Saved entries

==================================================

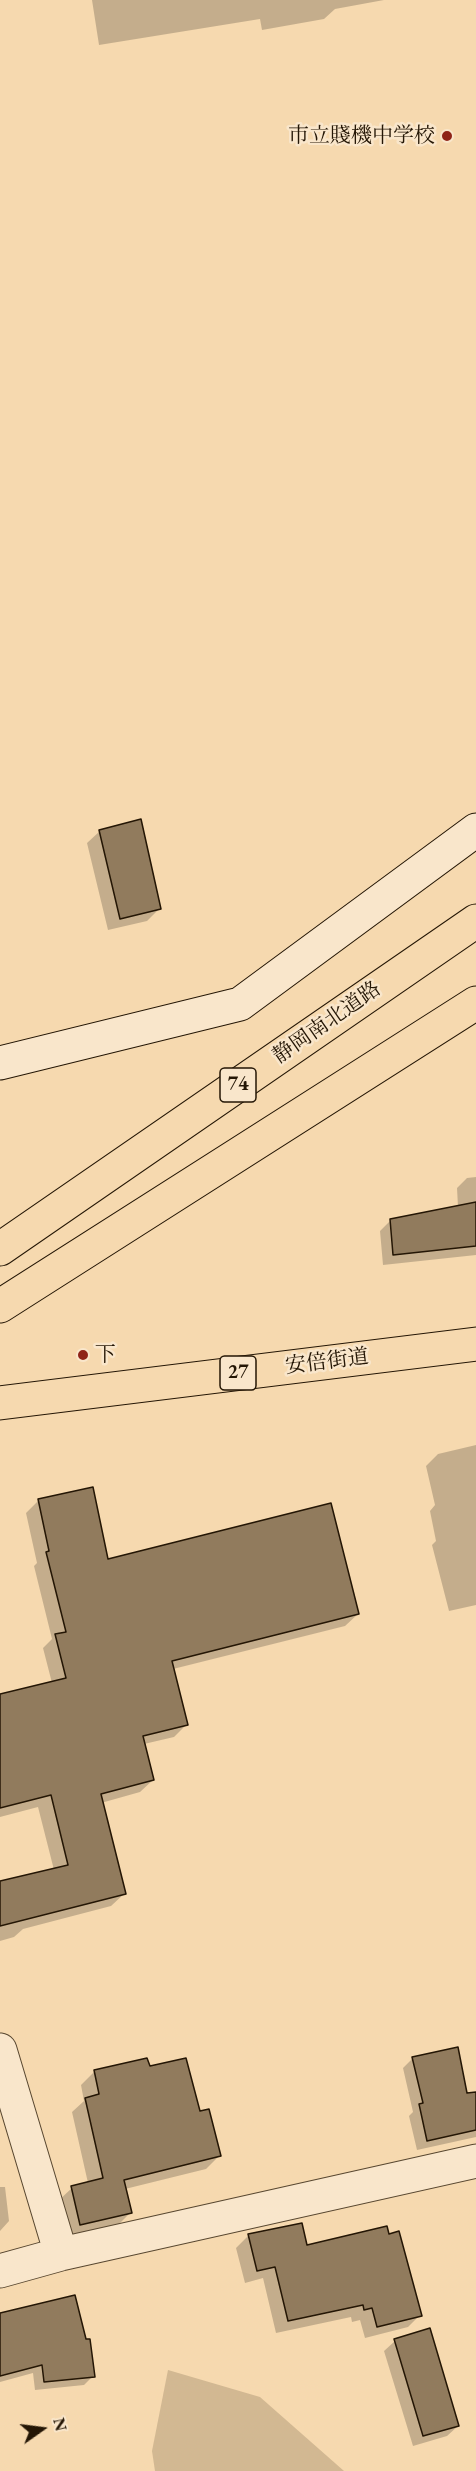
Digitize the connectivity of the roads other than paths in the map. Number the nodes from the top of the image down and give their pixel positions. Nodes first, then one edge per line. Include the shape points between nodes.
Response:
1 (476, 830) edge
2 (476, 921) edge
3 (476, 1004) edge
4 (0, 1063) edge
5 (0, 1249) edge
6 (0, 1306) edge
7 (476, 1344) edge
8 (0, 1403) edge
9 (0, 2050) edge
10 (476, 2161) edge
11 (61, 2254) junction
12 (0, 2271) edge

1 - 4 street via 240,1004
2 - 5 main road, 静岡南北道路 / 74
3 - 6 main road
7 - 8 main road, 安倍街道 / 27
9 - 11 street
10 - 11 street
11 - 12 street

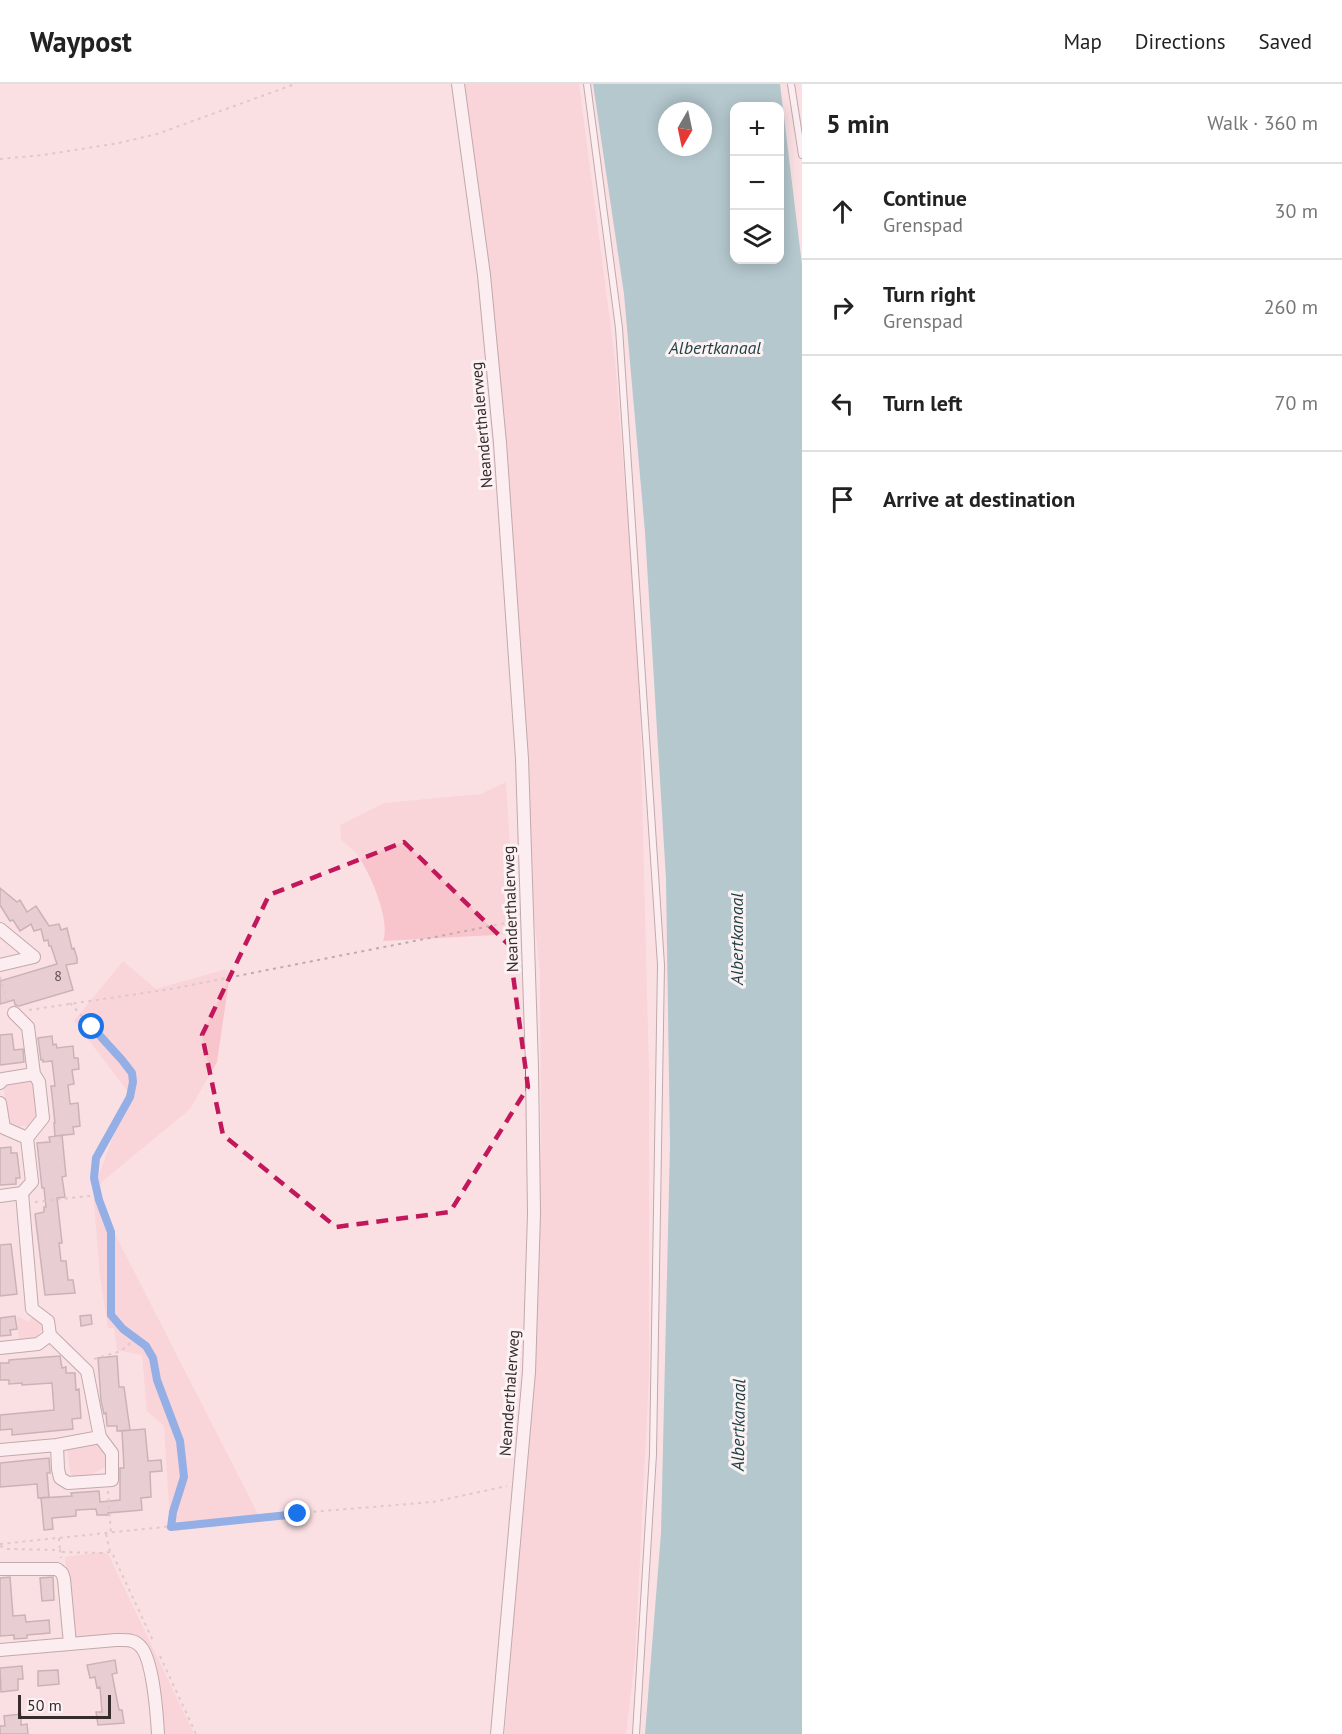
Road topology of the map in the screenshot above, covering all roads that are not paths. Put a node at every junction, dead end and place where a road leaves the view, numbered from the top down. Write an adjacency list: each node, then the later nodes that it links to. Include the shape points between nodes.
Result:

==================================================

- [About this exercise]: Make a word-for-word copy of the entries, without any pictures.

- [Output below]:
Digitize the connectivity of the roads other than paths in the map. Number the nodes from the top of the image down and give their pixel positions. Nodes first, then one edge per line. Include the shape points between nodes.
Response:
1 (476, 830) edge
2 (476, 921) edge
3 (476, 1004) edge
4 (0, 1063) edge
5 (0, 1249) edge
6 (0, 1306) edge
7 (476, 1344) edge
8 (0, 1403) edge
9 (0, 2050) edge
10 (476, 2161) edge
11 (61, 2254) junction
12 (0, 2271) edge

1 - 4 street via 240,1004
2 - 5 main road, 静岡南北道路 / 74
3 - 6 main road
7 - 8 main road, 安倍街道 / 27
9 - 11 street
10 - 11 street
11 - 12 street

Road topology of the map in the screenshot above, covering all roads that are not paths. Put a node at every junction, dead end and place where a road leaves the view, numbered from the top down. Write an adjacency list: each node, then the later nodes that it links to. Include the shape points between nodes.
Result:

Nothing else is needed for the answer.